Sure, the PS4 has some entertainment apps, like Hulu, Netflix and Crackle. And it's sure to get many more over its lifespan. It has an internet browser too, of course. But you won't be plugging your cable box into the back of the PS4, or calling out the names of Skype contacts. On PS4, you'll be playing video games.
The PS4 is a sleek if oddly proportioned little black box. Unlike the PS3, Sony's new console was clearly designed to blend nicely with the rest of your living room electronics (from a hardware perspective, at least).
Its odd angles and lines feel strange when you're holding it, but on a shelf under a TV the quirkiness of the console's design disappears. Its slanted facade looks great lying flat facing forward, though standing it up feels a bit too wobbly, even with a stand.
In an effort to keep that facade clean-looking, Sony made the eject and power buttons all but invisible. They're tiny! That's OK, because for the most part you'll be doing those things with the controller anyway.
The PS4 controller is a massive improvement over the PS3's gamepad.
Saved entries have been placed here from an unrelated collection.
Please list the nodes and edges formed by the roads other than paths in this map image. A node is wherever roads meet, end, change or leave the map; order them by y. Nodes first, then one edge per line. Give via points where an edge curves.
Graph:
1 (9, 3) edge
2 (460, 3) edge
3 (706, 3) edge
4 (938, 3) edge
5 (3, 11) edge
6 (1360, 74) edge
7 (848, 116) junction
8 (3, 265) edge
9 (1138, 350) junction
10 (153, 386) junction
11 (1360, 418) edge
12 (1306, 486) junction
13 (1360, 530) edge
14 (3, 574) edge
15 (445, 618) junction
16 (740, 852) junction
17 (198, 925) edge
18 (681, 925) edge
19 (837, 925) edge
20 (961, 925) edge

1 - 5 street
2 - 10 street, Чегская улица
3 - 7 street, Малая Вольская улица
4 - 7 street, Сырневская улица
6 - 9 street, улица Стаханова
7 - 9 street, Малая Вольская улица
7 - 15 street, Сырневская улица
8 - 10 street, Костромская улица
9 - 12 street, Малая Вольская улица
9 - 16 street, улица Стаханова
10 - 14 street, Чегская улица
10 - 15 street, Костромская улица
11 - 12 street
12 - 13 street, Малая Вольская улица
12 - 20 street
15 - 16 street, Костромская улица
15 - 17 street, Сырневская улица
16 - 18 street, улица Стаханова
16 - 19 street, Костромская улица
The handles are longer and the sticks are no longer convex, so your thumbs won't slip off of them so easily. The new touchpad nestled in its center presents some interesting opportunities, though few games really use it at this point. And the bright color-changing light bar lets the PlayStation Camera easily track it (if you have one) and flashes red when the battery is low.
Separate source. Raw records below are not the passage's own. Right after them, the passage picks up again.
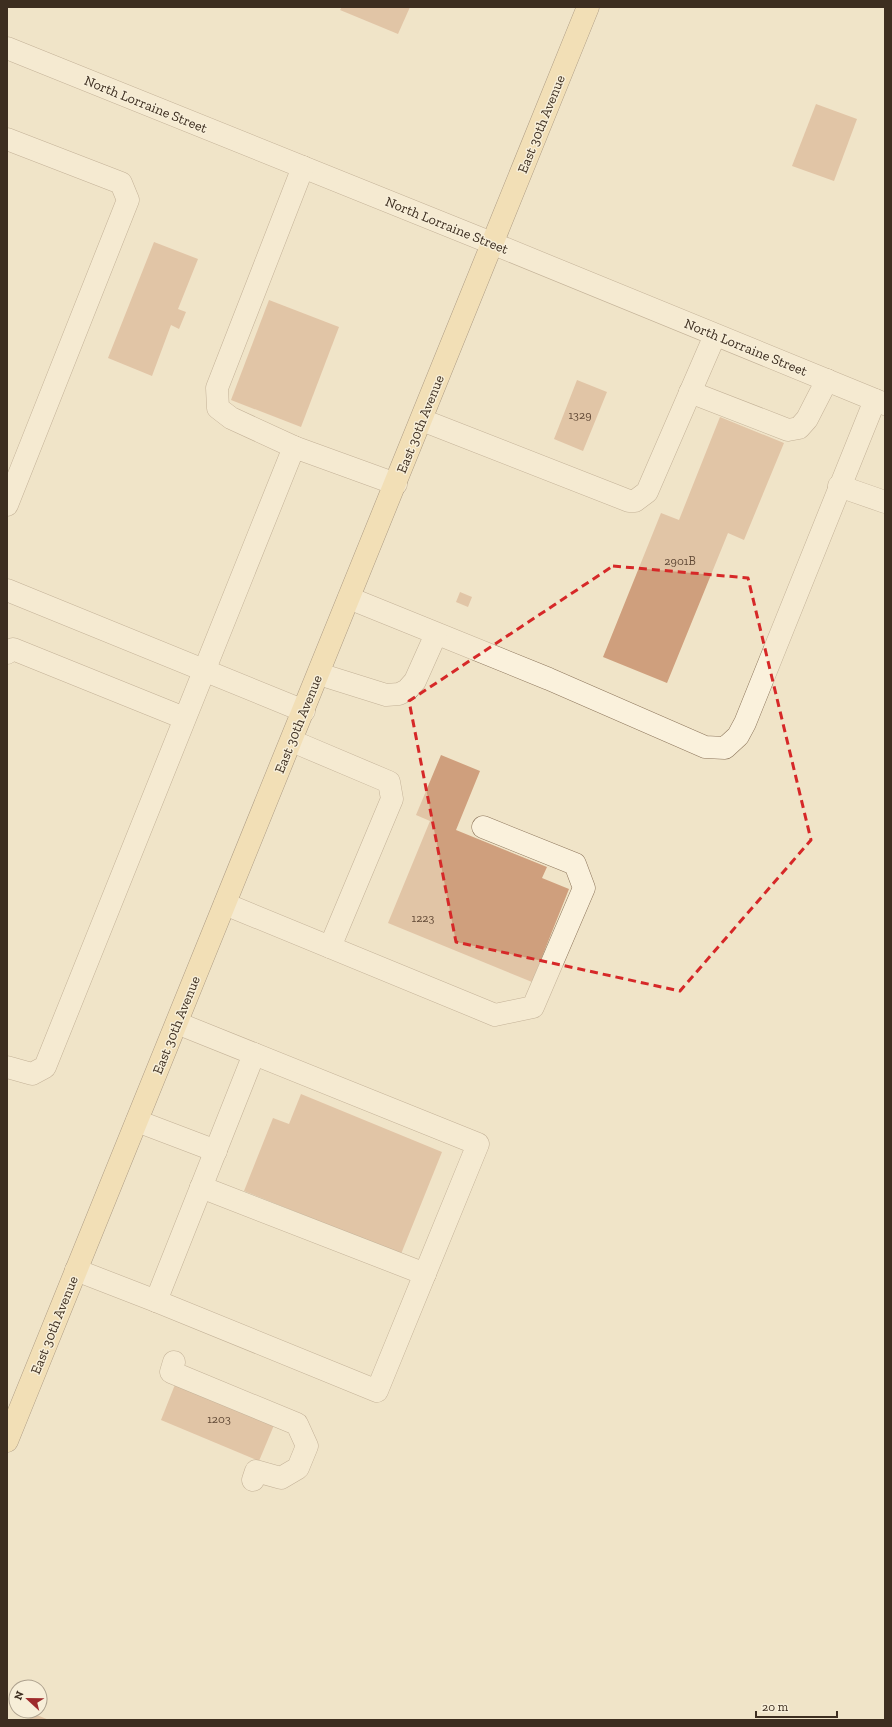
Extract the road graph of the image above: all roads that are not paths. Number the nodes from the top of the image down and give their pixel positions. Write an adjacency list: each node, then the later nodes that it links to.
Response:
1 (588, 7): 5 (main road, East 30th Avenue)
2 (7, 48): 4 (street, North Lorraine Street)
3 (7, 139): 15 (street)
4 (304, 167): 5 (street, North Lorraine Street); 11 (street)
5 (494, 244): 6 (street, North Lorraine Street); 10 (main road, East 30th Avenue)
6 (715, 335): 7 (street, North Lorraine Street); 8 (street)
7 (827, 380): 8 (street); 9 (street, North Lorraine Street)
8 (690, 392): 10 (street)
9 (880, 402): 13 (street)
10 (422, 420): 12 (main road, East 30th Avenue)
11 (294, 447): 12 (street); 20 (street)
12 (396, 484): 17 (main road, East 30th Avenue)
13 (839, 486): 14 (street); 18 (street)
14 (885, 502)
15 (7, 505)
16 (7, 590): 20 (street)
17 (349, 598): 18 (street); 21 (main road, East 30th Avenue)
18 (436, 634): 21 (street)
19 (7, 653): 23 (street)
20 (203, 670): 22 (street); 23 (street)
21 (319, 674): 22 (main road, East 30th Avenue)
22 (304, 711): 24 (main road, East 30th Avenue)
23 (184, 718): 30 (street)
24 (292, 741): 26 (main road, East 30th Avenue); 27 (street)
25 (483, 827): 27 (street)
26 (225, 904): 27 (street); 28 (main road, East 30th Avenue)
27 (330, 947)
28 (177, 1023): 29 (street); 31 (main road, East 30th Avenue)
29 (254, 1054): 32 (street); 35 (street)
30 (7, 1067)
31 (137, 1121): 32 (street); 34 (main road, East 30th Avenue)
32 (216, 1151): 33 (street)
33 (201, 1187): 35 (street); 36 (street)
34 (76, 1270): 36 (street); 38 (main road, East 30th Avenue)
35 (425, 1274): 36 (street)
36 (156, 1300)
37 (174, 1362): 39 (street)
38 (7, 1442)
39 (253, 1480)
The PS4 runs quiet and is clearly capable of producing insane graphics. It also comes with a nifty little single-earbud headset for voice communications.
If there's one thing you can say about the PS4's user interface and operating system, it's that it's simple. But this early in the console's life you're bound to run into some problems.
As of launch, you can't change the theme or background, so you're stuck with blue for now. And unlike the Xbox's smart multi-page system, which shows recently used items but also lets you pin up to 25 items to the home screen, there's zero customization in the PS4's UI. In one long, horizontal line of tiles, it shows recently used apps, Sony services like Music and Video Unlimited (whether you've signed up for them or not), and a single folder containing all of your apps and games.
The interface's single other layer is accessed by moving up from the home screen, and it contains notifications, settings, trophies, etc. This system actually works fine for now, but once you've downloaded dozens of games it's not going to be fun to dig them out of that folder. Hopefully there will be a significant redesign by then, because for now the PS4's UI is far too simple.
It's great that you can begin playing games while they download or install (inserting a disc causes the game to begin installing immediately—you'll still need the disc, but at least it's much faster than on PS3). Loading times overall range from surprisingly quick to agonizingly slow, depending on the game and how many things the system is doing at once. There are some more serious issues—attempting to sign in to Netflix might cause your system to become a brick, for example, requiring you to unplug its power cord to reset it.
At least pressing the PS button brings you back to the home screen very quickly, and pressing it again sends you back to whatever you were doing. It's convenient and far better than the PS3's clunky navigation. And the controller's new "Share" button lets you clip gameplay footage or take screenshots on the fly, any time.